▶ _Problem_
Transcribe exactly the line that contains "thumb mcp: (156, 229)" and all lines following it to the end of the material below; omit everything else.
[Start of section]
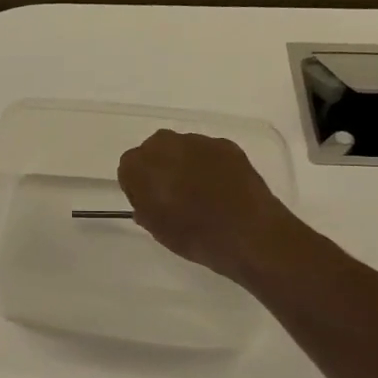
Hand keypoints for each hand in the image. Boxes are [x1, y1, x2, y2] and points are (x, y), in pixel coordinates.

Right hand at [117, 129, 294, 282]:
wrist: (249, 234)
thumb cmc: (194, 235)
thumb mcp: (156, 229)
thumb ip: (144, 208)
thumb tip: (146, 202)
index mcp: (141, 166)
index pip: (128, 168)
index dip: (138, 186)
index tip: (149, 202)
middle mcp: (166, 145)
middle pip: (154, 150)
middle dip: (159, 167)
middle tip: (172, 194)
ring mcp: (199, 142)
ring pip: (182, 148)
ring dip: (185, 164)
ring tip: (200, 192)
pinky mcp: (226, 145)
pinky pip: (208, 152)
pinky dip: (209, 165)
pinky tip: (221, 188)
[End of section]
▶ _Expected answer_
thumb mcp: (156, 229)
thumb ip: (144, 208)
thumb tip: (146, 202)
index mcp: (141, 166)
index pip: (128, 168)
index dip: (138, 186)
index tip: (149, 202)
middle mcp: (166, 145)
middle pip: (154, 150)
middle dip: (159, 167)
middle tip: (172, 194)
ring mcp: (199, 142)
ring pip: (182, 148)
ring dip: (185, 164)
ring tip: (200, 192)
pinky mcp: (226, 145)
pinky pip: (208, 152)
pinky dip: (209, 165)
pinky tip: (221, 188)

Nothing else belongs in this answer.